_Record extracts_:

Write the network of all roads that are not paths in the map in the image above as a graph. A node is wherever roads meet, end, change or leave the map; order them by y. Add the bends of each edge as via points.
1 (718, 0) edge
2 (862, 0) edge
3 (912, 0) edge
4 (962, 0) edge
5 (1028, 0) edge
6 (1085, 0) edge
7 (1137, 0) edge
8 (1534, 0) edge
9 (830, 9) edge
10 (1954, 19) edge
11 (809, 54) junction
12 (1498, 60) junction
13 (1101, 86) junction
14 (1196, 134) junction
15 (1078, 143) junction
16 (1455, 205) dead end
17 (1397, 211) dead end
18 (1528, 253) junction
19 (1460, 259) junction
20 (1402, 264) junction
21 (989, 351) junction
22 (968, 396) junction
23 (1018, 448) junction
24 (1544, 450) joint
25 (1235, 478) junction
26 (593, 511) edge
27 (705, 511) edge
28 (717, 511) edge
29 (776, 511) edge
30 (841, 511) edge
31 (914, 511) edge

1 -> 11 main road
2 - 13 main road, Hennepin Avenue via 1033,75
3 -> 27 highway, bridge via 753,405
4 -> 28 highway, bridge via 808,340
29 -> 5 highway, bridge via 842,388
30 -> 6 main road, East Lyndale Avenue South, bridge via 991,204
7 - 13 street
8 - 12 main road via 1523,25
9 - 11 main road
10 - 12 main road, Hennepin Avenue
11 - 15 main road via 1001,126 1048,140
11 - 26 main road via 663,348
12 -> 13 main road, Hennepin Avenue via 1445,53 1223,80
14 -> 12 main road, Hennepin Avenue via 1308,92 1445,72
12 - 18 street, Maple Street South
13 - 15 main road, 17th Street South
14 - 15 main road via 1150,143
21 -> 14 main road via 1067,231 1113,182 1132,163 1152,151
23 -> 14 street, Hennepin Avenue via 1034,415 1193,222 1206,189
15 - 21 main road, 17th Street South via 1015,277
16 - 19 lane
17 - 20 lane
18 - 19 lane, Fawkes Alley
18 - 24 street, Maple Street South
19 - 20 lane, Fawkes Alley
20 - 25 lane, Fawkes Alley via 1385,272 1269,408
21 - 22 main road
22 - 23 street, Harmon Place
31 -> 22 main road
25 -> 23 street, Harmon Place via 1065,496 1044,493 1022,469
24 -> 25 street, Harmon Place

_Your task_: Output each line of the records above exactly.

_Worked solution_:
Write the network of all roads that are not paths in the map in the image above as a graph. A node is wherever roads meet, end, change or leave the map; order them by y. Add the bends of each edge as via points.
1 (718, 0) edge
2 (862, 0) edge
3 (912, 0) edge
4 (962, 0) edge
5 (1028, 0) edge
6 (1085, 0) edge
7 (1137, 0) edge
8 (1534, 0) edge
9 (830, 9) edge
10 (1954, 19) edge
11 (809, 54) junction
12 (1498, 60) junction
13 (1101, 86) junction
14 (1196, 134) junction
15 (1078, 143) junction
16 (1455, 205) dead end
17 (1397, 211) dead end
18 (1528, 253) junction
19 (1460, 259) junction
20 (1402, 264) junction
21 (989, 351) junction
22 (968, 396) junction
23 (1018, 448) junction
24 (1544, 450) joint
25 (1235, 478) junction
26 (593, 511) edge
27 (705, 511) edge
28 (717, 511) edge
29 (776, 511) edge
30 (841, 511) edge
31 (914, 511) edge

1 -> 11 main road
2 - 13 main road, Hennepin Avenue via 1033,75
3 -> 27 highway, bridge via 753,405
4 -> 28 highway, bridge via 808,340
29 -> 5 highway, bridge via 842,388
30 -> 6 main road, East Lyndale Avenue South, bridge via 991,204
7 - 13 street
8 - 12 main road via 1523,25
9 - 11 main road
10 - 12 main road, Hennepin Avenue
11 - 15 main road via 1001,126 1048,140
11 - 26 main road via 663,348
12 -> 13 main road, Hennepin Avenue via 1445,53 1223,80
14 -> 12 main road, Hennepin Avenue via 1308,92 1445,72
12 - 18 street, Maple Street South
13 - 15 main road, 17th Street South
14 - 15 main road via 1150,143
21 -> 14 main road via 1067,231 1113,182 1132,163 1152,151
23 -> 14 street, Hennepin Avenue via 1034,415 1193,222 1206,189
15 - 21 main road, 17th Street South via 1015,277
16 - 19 lane
17 - 20 lane
18 - 19 lane, Fawkes Alley
18 - 24 street, Maple Street South
19 - 20 lane, Fawkes Alley
20 - 25 lane, Fawkes Alley via 1385,272 1269,408
21 - 22 main road
22 - 23 street, Harmon Place
31 -> 22 main road
25 -> 23 street, Harmon Place via 1065,496 1044,493 1022,469
24 -> 25 street, Harmon Place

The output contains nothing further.